The fifth review of the Extended Arrangement with Ireland can be read here. The debt sustainability analysis on pages 35-40 shows little changes from that provided in the Fourth Review.
The Baseline Scenario is identical and extends to a projected gross debt ratio of 109% of GDP in 2017 (net debt 101% of GDP). The growth shock shows that if annual growth is close to zero (0.1% per annum) the debt would be 138% of GDP in 2016 and still rising.
The performance criterion for the end-June 2012 Exchequer Primary Balance remains €9.0 billion. The outturn to the end-June 2011 was €8.4 billion.
Page 9 shows that we had a €4.3 billion budget last December once the full effect of tax carryover effects are included.

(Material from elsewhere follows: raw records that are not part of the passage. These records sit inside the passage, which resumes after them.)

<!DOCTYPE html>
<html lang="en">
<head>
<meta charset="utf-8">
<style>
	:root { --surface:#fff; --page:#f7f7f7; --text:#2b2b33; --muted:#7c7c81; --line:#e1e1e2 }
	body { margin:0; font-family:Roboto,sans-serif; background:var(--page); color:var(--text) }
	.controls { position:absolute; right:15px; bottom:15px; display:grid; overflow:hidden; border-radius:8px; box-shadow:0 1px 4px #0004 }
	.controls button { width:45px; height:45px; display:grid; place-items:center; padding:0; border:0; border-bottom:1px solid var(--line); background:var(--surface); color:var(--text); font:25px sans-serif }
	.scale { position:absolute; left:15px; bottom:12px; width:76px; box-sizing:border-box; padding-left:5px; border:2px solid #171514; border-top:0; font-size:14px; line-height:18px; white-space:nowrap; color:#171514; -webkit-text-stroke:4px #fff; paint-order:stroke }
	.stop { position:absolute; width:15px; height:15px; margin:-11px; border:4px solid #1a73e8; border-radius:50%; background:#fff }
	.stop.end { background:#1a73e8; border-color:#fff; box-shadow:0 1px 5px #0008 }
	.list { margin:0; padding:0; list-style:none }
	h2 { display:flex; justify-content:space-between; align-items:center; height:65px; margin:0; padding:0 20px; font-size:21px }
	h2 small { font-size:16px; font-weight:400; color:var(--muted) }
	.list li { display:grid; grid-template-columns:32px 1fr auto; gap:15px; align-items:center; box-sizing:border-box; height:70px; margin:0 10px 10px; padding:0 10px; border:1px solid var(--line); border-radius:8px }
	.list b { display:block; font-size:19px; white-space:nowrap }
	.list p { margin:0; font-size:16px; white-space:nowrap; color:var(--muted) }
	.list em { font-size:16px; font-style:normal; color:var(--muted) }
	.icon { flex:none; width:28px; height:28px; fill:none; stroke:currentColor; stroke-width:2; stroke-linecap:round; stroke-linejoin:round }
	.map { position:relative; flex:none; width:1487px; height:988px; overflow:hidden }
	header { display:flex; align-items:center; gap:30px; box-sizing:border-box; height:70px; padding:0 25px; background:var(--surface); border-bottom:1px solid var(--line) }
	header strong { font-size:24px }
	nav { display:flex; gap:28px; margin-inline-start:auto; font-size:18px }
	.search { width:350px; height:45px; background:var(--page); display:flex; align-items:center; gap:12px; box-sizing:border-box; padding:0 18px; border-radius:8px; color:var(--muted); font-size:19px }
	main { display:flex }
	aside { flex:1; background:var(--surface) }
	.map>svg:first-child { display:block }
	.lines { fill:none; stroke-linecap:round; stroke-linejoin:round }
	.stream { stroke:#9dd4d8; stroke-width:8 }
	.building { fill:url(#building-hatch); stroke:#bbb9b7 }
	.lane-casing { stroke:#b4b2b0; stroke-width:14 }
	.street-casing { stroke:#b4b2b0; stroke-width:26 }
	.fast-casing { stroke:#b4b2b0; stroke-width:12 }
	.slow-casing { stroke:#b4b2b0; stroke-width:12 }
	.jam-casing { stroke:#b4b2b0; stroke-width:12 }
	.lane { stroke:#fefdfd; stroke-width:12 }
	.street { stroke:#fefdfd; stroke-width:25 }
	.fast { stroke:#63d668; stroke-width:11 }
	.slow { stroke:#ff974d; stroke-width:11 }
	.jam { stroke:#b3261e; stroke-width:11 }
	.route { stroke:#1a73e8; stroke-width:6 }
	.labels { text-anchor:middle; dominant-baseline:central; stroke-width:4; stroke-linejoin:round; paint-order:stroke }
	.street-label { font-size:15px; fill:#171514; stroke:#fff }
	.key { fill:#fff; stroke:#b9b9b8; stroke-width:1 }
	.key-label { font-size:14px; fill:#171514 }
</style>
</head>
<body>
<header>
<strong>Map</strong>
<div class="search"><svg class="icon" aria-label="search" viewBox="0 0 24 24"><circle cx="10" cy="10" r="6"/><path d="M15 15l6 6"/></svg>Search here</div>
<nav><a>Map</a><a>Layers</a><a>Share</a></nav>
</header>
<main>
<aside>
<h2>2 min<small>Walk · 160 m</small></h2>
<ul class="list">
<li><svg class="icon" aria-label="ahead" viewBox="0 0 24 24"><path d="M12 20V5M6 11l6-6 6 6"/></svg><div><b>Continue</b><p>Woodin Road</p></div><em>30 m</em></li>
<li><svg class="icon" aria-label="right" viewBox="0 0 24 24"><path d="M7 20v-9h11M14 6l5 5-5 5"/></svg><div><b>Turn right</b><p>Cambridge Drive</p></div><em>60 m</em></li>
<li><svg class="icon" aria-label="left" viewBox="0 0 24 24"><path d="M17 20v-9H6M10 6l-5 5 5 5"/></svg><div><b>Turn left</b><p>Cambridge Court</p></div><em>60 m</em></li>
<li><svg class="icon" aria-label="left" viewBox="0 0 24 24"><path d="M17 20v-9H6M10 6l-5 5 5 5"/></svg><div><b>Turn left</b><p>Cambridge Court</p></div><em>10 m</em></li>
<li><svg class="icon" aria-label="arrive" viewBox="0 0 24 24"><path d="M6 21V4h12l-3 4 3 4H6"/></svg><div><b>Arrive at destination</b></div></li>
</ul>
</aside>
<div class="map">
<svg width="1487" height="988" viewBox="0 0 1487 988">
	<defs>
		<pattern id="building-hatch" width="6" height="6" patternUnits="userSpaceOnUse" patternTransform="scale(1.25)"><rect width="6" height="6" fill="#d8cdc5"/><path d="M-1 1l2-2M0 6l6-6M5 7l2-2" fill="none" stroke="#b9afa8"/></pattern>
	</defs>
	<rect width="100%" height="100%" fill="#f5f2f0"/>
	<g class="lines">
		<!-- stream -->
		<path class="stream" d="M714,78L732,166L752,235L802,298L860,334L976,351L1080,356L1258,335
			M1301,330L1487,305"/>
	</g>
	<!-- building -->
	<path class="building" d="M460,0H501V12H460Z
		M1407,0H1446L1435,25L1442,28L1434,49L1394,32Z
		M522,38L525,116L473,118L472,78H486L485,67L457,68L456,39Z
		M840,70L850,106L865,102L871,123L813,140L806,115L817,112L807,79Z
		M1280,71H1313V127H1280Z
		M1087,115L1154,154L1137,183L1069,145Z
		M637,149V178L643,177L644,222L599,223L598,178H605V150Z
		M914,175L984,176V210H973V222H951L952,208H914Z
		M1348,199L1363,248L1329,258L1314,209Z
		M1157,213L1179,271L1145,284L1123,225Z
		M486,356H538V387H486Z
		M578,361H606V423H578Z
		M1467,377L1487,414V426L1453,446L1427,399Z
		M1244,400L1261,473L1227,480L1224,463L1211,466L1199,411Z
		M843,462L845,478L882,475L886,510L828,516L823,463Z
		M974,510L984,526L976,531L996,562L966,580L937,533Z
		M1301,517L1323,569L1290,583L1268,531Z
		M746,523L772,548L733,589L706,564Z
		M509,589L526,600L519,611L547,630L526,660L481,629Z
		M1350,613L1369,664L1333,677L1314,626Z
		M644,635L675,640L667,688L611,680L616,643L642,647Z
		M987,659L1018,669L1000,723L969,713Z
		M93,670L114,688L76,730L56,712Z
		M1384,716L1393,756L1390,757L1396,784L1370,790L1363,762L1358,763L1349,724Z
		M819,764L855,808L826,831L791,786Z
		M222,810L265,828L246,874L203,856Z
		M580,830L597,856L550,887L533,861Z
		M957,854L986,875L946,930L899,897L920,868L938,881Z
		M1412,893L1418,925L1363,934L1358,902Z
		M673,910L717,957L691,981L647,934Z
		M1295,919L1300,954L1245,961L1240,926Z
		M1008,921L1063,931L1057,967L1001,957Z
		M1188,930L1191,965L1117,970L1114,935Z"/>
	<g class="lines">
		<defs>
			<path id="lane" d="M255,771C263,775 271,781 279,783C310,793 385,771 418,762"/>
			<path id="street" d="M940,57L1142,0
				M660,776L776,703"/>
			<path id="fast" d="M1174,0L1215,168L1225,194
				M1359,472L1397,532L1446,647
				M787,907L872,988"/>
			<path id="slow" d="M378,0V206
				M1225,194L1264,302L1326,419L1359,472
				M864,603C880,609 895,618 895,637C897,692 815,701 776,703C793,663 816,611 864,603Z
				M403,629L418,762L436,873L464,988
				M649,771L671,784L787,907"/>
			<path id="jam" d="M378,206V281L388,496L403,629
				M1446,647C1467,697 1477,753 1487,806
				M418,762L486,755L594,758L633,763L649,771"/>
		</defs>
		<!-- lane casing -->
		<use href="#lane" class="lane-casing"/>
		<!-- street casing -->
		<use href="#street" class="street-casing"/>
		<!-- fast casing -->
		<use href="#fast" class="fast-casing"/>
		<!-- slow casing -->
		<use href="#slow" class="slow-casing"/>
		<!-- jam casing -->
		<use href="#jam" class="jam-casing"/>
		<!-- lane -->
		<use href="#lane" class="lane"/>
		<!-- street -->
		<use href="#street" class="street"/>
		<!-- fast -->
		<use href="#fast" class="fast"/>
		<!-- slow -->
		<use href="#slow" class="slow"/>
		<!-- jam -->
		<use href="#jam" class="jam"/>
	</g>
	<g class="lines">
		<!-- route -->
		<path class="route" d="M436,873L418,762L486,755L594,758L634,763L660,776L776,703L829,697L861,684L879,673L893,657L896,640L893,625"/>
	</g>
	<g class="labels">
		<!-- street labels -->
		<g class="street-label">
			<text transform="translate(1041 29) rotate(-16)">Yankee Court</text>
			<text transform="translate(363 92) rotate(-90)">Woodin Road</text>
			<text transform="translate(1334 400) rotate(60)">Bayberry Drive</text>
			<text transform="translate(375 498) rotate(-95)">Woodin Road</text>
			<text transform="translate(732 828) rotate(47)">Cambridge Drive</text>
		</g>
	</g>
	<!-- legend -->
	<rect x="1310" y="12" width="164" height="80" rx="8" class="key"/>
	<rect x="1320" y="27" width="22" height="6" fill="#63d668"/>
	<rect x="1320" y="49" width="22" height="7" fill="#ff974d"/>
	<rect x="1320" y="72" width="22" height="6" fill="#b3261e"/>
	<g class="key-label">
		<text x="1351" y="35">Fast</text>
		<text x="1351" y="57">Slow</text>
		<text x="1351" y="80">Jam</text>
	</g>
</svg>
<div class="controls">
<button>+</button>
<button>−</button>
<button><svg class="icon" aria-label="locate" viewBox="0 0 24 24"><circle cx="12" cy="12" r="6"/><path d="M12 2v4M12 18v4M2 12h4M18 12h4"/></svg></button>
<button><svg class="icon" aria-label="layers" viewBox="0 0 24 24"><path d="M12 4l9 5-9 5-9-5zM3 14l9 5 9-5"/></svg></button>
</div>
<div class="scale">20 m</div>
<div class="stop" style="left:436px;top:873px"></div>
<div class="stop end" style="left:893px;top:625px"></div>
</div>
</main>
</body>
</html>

The budget implies a consolidation effort of €4.3 billion (2¾ percent of GDP) in 2012—including the full €1.1 billion carryover from 2011 tax measures—which significantly exceeds the €3.6 billion effort originally programmed.
Box 3 (page 20) on Social Welfare: Scope for Reform is also noteworthy. The four paragraphs in the section begin:
The Irish state provides significant support to low-income groups.
This protection has come, however, at a high fiscal cost.
Importantly, the current system generates poverty traps for some groups, while providing less targeted support to others.
Potential reform options include moving toward more a means-tested and integrated approach to social welfare payments.
UPDATE: The transcript of the conference call with Craig Beaumont, IMF Mission Chief for Ireland can be read here. There is also a separate short interview from the IMF Survey Magazine here.